---------- Given entries

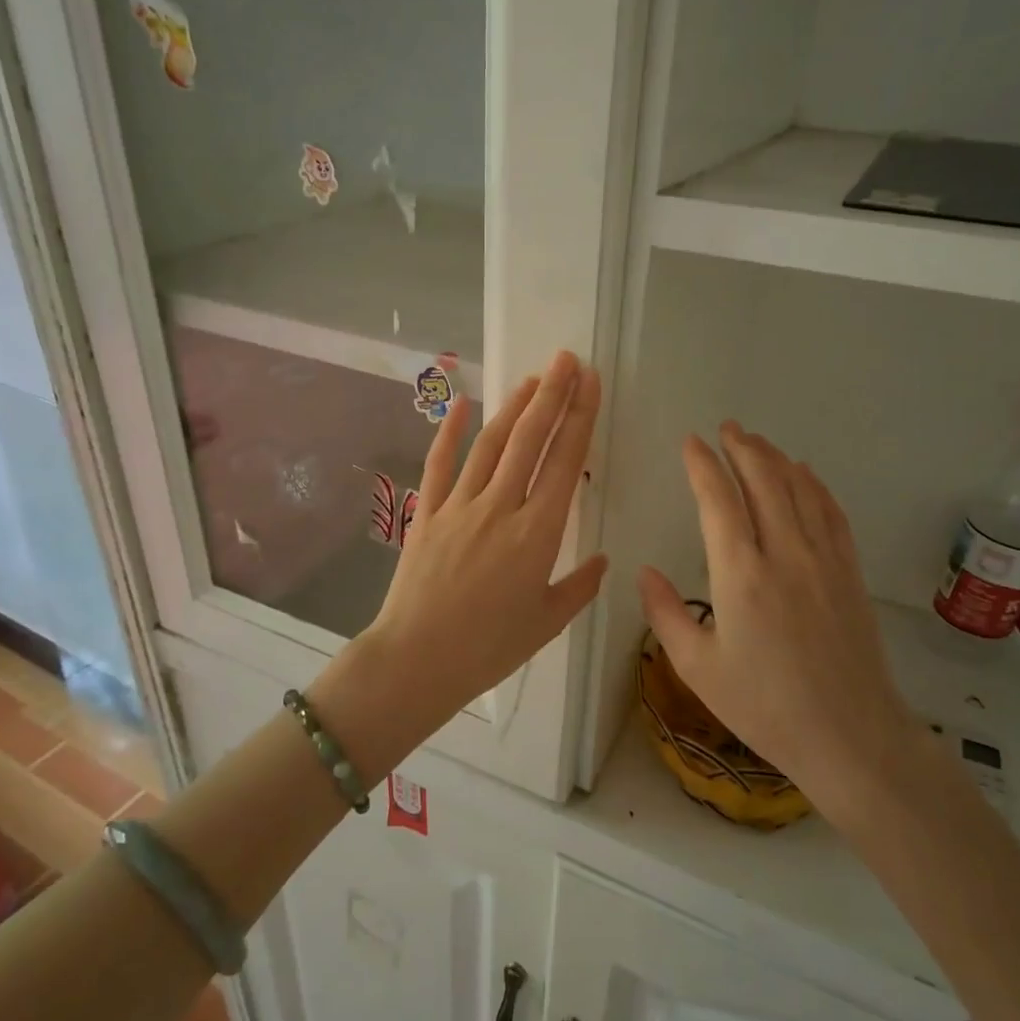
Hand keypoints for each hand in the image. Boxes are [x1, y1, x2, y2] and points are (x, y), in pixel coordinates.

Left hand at [348, 351, 606, 750]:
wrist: (418, 661)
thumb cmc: (489, 648)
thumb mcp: (546, 622)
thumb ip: (579, 587)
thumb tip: (601, 560)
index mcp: (538, 533)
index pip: (565, 461)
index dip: (579, 417)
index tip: (590, 382)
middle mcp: (501, 507)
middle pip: (530, 440)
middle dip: (552, 395)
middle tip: (567, 359)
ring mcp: (460, 506)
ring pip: (491, 444)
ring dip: (514, 407)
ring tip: (533, 379)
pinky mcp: (427, 513)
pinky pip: (440, 464)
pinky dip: (451, 431)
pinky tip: (462, 402)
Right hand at [637, 423, 922, 825]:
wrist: (850, 736)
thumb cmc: (764, 706)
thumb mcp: (698, 669)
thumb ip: (666, 614)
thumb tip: (644, 572)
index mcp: (741, 575)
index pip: (719, 502)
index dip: (703, 466)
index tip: (691, 442)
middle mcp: (784, 554)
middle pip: (764, 482)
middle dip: (742, 449)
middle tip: (726, 428)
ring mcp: (824, 561)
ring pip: (800, 490)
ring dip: (777, 459)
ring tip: (758, 441)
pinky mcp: (850, 573)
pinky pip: (832, 513)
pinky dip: (816, 486)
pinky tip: (806, 475)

--------------------

**Directions for this task**
Repeat verbatim the line holding "middle tip: (567, 359)" and all lines after it, up to the end of the material.

**Written solution**
middle tip: (567, 359)
ring mcp: (460, 506)
ring pip: (491, 444)
ring dip: (514, 407)
ring tip: (533, 379)
pinky mcp: (427, 513)
pinky pip: (440, 464)
pinky dip: (451, 431)
pinky tip: (462, 402)
Right hand at [637, 423, 922, 825]:
wrist: (850, 736)
thumb cmc: (764, 706)
thumb mcp: (698, 669)
thumb ip: (666, 614)
thumb tip: (644, 572)
index mcp: (741, 575)
index pip: (719, 502)
index dip: (703, 466)
index tip: (691, 442)
middle mcp: (784, 554)
middle pip: (764, 482)
middle dip: (742, 449)
middle tip: (726, 428)
ring mcp: (824, 561)
ring pip: (800, 490)
ring dip: (777, 459)
ring tip: (758, 441)
pinky mcp: (850, 573)
pinky pip: (832, 513)
pinky dip: (816, 486)
pinky tip: (806, 475)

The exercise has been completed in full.